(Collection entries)

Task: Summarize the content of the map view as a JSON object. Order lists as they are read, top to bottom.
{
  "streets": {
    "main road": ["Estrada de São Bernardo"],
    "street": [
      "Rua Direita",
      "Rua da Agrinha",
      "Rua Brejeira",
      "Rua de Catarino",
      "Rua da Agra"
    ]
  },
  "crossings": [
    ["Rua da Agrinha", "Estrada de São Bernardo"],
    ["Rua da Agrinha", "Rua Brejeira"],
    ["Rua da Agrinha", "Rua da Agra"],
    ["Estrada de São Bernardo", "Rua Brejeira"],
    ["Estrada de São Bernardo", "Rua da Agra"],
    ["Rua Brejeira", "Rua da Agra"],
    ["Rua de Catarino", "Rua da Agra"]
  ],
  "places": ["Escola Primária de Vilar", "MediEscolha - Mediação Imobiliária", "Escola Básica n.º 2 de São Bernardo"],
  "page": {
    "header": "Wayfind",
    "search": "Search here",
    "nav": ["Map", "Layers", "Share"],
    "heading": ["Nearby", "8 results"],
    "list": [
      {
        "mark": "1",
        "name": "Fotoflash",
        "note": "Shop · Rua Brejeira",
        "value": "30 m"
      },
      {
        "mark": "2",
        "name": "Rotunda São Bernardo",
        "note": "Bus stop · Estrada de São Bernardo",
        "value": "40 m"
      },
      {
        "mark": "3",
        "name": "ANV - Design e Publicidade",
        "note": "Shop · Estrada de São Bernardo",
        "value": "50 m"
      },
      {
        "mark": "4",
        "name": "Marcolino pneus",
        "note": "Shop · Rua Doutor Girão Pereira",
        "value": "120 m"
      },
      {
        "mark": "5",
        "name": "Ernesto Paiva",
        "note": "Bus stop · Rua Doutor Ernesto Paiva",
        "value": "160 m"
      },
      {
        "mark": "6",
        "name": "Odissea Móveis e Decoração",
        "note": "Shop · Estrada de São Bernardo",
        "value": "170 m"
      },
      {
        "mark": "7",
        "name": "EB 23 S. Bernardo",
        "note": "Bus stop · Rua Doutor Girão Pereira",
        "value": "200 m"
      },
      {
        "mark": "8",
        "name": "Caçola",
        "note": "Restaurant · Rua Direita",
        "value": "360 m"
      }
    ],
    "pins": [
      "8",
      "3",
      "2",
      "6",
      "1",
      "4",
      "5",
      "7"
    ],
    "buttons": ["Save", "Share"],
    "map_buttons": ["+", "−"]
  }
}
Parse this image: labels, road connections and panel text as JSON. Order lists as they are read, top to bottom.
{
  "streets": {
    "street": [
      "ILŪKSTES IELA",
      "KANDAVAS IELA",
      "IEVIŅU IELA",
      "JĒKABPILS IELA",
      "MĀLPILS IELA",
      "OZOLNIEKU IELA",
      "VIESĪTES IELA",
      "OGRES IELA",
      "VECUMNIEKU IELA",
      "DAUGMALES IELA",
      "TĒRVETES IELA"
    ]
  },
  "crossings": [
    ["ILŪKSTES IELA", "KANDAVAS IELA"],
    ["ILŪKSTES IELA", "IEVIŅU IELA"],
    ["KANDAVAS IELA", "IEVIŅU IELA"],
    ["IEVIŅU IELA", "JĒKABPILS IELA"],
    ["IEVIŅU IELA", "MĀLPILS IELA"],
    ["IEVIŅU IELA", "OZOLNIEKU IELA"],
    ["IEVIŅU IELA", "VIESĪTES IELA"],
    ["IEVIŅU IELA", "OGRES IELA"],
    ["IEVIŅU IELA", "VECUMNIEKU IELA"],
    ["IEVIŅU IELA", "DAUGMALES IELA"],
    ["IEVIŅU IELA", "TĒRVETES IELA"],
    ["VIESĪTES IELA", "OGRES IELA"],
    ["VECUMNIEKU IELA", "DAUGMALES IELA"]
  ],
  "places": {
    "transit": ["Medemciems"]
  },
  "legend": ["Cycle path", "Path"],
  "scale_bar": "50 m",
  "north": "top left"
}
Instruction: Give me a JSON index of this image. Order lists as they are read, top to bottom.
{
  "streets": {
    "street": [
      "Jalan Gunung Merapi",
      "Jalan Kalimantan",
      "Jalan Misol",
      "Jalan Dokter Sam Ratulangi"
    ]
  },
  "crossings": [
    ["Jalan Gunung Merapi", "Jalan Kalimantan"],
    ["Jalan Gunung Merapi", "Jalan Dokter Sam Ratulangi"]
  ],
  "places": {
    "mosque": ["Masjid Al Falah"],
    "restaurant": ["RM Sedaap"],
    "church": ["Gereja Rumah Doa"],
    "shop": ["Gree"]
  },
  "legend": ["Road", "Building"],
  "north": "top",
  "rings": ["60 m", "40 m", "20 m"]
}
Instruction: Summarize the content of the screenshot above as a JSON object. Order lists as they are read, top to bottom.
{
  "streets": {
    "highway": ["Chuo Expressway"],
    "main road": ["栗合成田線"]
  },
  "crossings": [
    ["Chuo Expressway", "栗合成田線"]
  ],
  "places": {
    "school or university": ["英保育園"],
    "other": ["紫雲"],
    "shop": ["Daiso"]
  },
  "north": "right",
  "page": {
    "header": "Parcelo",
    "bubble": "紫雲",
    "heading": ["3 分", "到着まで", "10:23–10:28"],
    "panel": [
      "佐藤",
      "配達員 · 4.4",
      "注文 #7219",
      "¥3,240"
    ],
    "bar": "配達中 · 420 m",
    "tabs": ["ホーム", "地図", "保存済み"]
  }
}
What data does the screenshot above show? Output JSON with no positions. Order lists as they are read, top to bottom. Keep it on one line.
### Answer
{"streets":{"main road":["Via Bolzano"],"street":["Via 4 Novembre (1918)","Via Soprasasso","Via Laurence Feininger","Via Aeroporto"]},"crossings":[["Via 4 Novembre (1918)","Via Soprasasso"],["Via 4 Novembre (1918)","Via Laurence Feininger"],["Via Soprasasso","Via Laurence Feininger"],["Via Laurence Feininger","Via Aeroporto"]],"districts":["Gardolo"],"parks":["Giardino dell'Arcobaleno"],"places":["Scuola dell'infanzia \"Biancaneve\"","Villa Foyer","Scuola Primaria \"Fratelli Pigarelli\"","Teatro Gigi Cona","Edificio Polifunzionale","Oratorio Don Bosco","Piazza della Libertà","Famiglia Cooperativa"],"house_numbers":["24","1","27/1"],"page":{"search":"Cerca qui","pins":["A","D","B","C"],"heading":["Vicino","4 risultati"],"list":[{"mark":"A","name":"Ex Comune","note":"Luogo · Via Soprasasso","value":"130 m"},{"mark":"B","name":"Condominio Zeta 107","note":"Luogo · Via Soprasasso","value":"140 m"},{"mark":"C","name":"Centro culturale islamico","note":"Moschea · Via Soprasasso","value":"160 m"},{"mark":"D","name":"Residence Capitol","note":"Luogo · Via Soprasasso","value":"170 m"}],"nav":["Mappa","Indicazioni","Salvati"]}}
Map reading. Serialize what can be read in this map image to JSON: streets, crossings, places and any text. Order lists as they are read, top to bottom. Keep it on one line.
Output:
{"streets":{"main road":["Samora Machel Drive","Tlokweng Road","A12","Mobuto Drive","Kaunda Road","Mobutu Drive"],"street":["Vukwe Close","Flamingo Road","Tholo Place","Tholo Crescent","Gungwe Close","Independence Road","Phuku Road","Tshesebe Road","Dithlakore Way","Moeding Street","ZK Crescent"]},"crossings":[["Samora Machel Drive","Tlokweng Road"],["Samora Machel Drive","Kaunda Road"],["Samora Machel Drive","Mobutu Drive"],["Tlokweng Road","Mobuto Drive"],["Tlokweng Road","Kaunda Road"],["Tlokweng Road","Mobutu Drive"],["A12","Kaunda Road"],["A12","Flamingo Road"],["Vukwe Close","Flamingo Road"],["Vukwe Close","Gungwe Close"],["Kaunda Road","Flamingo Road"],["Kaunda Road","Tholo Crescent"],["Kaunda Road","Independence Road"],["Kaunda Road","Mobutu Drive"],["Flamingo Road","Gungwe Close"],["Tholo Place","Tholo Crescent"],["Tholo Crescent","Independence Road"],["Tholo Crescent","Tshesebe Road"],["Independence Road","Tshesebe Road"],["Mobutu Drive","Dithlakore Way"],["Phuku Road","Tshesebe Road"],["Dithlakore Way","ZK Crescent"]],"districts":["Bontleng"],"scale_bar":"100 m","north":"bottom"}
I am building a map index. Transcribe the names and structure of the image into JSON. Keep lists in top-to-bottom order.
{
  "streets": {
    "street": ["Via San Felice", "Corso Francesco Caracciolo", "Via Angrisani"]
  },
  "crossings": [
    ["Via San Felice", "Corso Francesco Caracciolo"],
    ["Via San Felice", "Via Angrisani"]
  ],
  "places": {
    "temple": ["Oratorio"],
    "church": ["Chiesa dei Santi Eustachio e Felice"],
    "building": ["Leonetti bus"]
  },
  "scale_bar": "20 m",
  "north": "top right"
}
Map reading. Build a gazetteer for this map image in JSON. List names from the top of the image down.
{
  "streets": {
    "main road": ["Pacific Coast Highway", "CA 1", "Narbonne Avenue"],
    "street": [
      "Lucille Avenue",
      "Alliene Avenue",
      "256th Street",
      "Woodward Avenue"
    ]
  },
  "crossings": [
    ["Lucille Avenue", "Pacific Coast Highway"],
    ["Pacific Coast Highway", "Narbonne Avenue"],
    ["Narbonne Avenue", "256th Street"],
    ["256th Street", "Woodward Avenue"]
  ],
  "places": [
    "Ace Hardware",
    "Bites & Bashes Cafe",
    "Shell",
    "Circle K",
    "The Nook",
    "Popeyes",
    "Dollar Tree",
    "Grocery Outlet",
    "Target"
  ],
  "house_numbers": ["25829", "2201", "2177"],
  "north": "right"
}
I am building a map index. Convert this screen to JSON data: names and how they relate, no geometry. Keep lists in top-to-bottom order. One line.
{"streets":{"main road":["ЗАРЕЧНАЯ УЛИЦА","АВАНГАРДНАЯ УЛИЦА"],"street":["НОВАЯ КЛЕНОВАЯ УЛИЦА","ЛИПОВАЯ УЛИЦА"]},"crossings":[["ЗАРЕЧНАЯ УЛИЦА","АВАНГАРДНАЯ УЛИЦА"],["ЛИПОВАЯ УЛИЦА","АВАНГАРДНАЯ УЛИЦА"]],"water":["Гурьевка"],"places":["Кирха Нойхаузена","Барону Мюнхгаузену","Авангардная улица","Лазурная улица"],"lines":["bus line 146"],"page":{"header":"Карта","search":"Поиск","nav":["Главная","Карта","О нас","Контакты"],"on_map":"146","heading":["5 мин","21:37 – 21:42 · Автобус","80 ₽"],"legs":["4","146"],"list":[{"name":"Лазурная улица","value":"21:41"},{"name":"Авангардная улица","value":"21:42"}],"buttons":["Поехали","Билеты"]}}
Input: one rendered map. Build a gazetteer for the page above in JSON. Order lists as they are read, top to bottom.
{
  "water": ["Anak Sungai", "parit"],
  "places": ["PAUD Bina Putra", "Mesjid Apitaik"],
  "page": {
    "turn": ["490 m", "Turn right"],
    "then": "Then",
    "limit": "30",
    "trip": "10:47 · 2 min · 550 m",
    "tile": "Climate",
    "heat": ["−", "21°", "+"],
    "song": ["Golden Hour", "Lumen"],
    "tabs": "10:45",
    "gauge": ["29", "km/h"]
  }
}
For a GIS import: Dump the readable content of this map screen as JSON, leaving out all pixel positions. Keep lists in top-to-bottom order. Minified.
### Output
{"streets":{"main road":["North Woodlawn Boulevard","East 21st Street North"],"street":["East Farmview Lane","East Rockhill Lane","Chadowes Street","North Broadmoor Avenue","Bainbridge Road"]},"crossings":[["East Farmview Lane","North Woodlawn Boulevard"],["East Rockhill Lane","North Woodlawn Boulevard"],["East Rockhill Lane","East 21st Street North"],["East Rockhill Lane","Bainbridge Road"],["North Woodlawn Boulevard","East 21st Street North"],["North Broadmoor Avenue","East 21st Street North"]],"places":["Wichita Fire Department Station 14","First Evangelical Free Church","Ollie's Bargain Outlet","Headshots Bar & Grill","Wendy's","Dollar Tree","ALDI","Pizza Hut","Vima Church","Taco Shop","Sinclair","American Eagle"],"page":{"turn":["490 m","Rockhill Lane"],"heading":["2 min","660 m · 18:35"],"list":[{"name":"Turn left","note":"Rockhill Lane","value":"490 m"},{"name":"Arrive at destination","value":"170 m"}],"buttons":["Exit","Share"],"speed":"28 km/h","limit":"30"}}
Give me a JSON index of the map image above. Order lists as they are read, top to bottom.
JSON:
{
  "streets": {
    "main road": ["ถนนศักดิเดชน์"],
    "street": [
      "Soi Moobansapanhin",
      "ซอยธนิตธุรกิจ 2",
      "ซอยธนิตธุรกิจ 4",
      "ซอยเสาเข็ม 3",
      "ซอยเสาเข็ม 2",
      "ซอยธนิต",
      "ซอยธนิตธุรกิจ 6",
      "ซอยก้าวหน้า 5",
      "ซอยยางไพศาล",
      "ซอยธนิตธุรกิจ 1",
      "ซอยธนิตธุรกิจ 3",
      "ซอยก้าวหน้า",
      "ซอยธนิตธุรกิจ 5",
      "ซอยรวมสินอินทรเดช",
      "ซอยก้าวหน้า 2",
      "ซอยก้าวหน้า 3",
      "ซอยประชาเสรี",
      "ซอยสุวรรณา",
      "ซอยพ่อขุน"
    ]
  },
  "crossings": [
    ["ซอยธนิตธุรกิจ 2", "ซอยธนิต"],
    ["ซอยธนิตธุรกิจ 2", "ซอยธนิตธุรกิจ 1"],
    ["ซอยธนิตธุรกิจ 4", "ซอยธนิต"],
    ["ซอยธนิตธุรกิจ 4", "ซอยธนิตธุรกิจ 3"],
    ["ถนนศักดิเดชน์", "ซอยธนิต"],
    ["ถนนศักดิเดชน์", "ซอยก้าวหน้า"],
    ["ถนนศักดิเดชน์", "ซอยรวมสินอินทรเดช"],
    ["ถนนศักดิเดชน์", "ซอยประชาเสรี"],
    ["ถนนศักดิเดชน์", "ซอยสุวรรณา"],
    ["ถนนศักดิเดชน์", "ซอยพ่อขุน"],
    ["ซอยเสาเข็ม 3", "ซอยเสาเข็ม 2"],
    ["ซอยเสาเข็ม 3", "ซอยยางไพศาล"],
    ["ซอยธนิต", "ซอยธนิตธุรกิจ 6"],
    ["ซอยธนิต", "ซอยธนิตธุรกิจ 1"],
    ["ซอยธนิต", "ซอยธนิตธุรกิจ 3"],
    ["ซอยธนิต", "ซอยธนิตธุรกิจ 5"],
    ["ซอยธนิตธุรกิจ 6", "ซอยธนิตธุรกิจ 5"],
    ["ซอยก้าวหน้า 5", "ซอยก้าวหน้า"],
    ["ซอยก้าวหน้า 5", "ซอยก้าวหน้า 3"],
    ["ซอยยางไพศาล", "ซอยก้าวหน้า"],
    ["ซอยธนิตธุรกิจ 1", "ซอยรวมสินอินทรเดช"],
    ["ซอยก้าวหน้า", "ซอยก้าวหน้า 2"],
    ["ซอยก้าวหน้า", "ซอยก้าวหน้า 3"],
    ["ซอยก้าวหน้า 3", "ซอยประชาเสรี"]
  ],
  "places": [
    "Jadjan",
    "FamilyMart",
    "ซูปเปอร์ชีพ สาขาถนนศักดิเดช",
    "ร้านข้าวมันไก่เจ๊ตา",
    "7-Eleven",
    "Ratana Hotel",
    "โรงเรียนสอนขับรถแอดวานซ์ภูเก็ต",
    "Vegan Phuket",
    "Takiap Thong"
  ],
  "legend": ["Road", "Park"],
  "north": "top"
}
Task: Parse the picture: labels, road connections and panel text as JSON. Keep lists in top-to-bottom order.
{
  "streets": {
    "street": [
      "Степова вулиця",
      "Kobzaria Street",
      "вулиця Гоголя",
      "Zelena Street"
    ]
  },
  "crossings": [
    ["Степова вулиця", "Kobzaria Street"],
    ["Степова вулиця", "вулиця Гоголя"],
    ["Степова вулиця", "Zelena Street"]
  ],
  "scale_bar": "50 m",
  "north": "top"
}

Prompt
From the records above, return each line that has the string "Output".

Response below
What data does the screenshot above show? Output JSON with no positions. Order lists as they are read, top to bottom. Keep it on one line.
Output:
### Output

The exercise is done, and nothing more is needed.